松花江流域气温时空变化规律
汪 飞, 洪 林, 吐尼亚孜·亚森, 熊继东, 江洪珊

(武汉大学 水资源与水电工程科学国家重点实验室, 武汉 430072)

气温; 时空变化; 趋势分析; M-K检验; Morlet小波分析; 松花江流域

Spatiotemporal Variations of Air Temperature in Songhua River Basin
WANG Fei, HONG Lin, Tuniyazi·Yasen, XIONG Jidong, JIANG Hongshan

(State Key Laboratory of Water Resources and Hydropower Engineering Science, Wuhan University, Wuhan 430072, China)

air temperature; spatiotemporal variation; trend analysis; M-K test; Morlet wavelet analysis; Songhua River Basin

备注

利用松花江流域上的35个台站1956—2015年气温资料,分别采用一元线性回归法、M-K突变检验法和Morlet小波周期法研究了松花江流域近60年的年平均气温、年平均最高气温和年平均最低气温时空变化特征、突变特征和周期特征。结果 表明:近60年来松花江流域气温整体呈现显著上升趋势,且存在明显的增温高值区; 年平均气温增幅为0.322℃/10 a,年平均最高气温和年平均最低气温分别为0.190,0.429℃/10 a; 气温在1987—1992年发生突变,突变后的气温变化趋势呈现明显的上升; 松花江流域3种气温序列均存在3个主要的变化周期,分别为28年、14年和7年。研究成果对于了解松花江流域气候变化趋势、合理开发利用水土资源具有重要意义。

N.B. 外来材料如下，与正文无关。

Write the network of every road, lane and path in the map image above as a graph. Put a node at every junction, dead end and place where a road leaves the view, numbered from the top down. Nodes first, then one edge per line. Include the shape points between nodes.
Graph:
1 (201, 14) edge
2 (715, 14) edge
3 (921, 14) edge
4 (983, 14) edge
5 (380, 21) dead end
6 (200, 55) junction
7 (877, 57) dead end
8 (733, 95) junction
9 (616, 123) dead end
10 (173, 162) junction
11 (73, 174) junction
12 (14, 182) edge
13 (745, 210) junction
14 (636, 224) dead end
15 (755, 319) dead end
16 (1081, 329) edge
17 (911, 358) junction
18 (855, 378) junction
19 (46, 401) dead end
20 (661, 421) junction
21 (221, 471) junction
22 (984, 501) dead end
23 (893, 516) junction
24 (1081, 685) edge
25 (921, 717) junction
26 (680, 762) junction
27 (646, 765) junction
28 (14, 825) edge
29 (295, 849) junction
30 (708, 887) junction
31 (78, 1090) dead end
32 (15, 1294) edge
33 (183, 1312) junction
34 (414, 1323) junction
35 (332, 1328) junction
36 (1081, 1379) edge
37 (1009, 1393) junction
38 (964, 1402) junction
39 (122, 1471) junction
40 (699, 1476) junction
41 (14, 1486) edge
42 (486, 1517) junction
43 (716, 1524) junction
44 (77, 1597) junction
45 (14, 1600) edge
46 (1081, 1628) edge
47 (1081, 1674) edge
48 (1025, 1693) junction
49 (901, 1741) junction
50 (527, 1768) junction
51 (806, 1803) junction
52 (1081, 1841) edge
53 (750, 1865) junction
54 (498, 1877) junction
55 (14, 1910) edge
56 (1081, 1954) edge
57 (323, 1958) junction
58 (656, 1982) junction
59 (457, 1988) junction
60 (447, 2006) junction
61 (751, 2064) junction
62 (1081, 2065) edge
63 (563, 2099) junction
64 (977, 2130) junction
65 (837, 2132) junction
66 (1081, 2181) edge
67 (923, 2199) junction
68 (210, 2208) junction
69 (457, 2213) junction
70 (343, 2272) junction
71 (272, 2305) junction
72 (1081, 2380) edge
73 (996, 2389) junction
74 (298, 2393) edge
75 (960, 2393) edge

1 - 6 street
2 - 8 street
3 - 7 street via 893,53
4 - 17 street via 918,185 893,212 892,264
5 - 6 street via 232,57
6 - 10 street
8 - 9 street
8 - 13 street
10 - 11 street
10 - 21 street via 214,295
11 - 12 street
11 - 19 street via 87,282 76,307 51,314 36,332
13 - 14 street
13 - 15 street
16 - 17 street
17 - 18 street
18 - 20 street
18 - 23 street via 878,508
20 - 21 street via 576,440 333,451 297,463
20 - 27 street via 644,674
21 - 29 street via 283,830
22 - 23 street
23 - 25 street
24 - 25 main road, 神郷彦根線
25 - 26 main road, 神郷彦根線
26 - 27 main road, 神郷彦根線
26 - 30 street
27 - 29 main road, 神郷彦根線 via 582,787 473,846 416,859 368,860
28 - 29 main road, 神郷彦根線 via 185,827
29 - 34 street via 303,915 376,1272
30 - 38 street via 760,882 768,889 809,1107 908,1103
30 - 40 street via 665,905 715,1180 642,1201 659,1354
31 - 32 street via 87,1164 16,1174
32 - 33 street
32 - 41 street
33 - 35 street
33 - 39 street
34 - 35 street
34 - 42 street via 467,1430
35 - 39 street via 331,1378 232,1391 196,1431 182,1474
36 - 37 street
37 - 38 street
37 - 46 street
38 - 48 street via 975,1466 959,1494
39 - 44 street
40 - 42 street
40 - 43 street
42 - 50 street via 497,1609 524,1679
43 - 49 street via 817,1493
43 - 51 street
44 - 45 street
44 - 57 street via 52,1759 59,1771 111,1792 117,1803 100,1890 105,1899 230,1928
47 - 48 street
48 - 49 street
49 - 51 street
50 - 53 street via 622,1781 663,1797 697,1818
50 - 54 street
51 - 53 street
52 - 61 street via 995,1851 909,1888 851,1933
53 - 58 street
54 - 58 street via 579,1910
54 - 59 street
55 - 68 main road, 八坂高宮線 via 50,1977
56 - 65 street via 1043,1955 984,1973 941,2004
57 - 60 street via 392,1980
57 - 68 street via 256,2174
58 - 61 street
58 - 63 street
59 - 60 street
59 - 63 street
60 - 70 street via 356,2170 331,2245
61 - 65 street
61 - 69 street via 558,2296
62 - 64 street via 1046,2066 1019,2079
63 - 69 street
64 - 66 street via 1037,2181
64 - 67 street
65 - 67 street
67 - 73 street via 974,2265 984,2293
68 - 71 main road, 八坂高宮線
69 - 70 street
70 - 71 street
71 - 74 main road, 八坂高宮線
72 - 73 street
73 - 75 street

Considering that climate change may bring great changes of regional development, it is of great significance to study the air temperature change over Songhua River basin, which is an important commodity grain base in China. Based on the air temperature data of 35 stations in Songhua River Basin from 1956 to 2015, the trend, variation and periodic characteristics of air temperature are studied through linear trend regression, Mann-Kendall test and Morlet wavelet analysis, respectively. The trend analyses show that during the past 60 years, the air temperature over Songhua River Basin has shown a significant upward trend; the increase of annual mean air temperature is 0.322℃ per decade, while the annual mean maximum and minimum temperatures are 0.190℃ and 0.429℃ per decade, respectively. The spatial variation is analyzed through using GIS tools. The regional air temperature variation chart over Songhua River Basin is drawn by interpolating the increments of each station with inverse distance weighted average method(IDW). The chart shows that the increase ranges of air temperature are not uniform in regional distribution. For areas along the Songhua River and its tributaries, the increase range is much bigger than the other regions. Through the Mann-Kendall test, two sets of order series Sk are constructed by sets of forward and reverse time series, and then two curves are obtained by standard normalizing the order series. The two constructed curves UFk and UBk of these three temperature series intersect at one point which is between 1987 and 1992, and the statistical value of the point is between the upper and lower critical limits of the significance test. So, we can conclude that the air temperature has an abrupt change among this period. With the help of the wavelet analysis tool of MATLAB, the wavelet coefficients are obtained. After calculating the real part and modulus of the wavelet coefficients, the real part contour and modulus of the wavelet coefficients are plotted with Kriging interpolation method. Also, the wavelet variance of air temperature variation is calculated at different time scales to draw the wavelet variance chart. The Morlet wavelet analysis results show that there are three main cycles of temperature change, corresponding cycles are 28-year, 14-year and 7-year, respectively.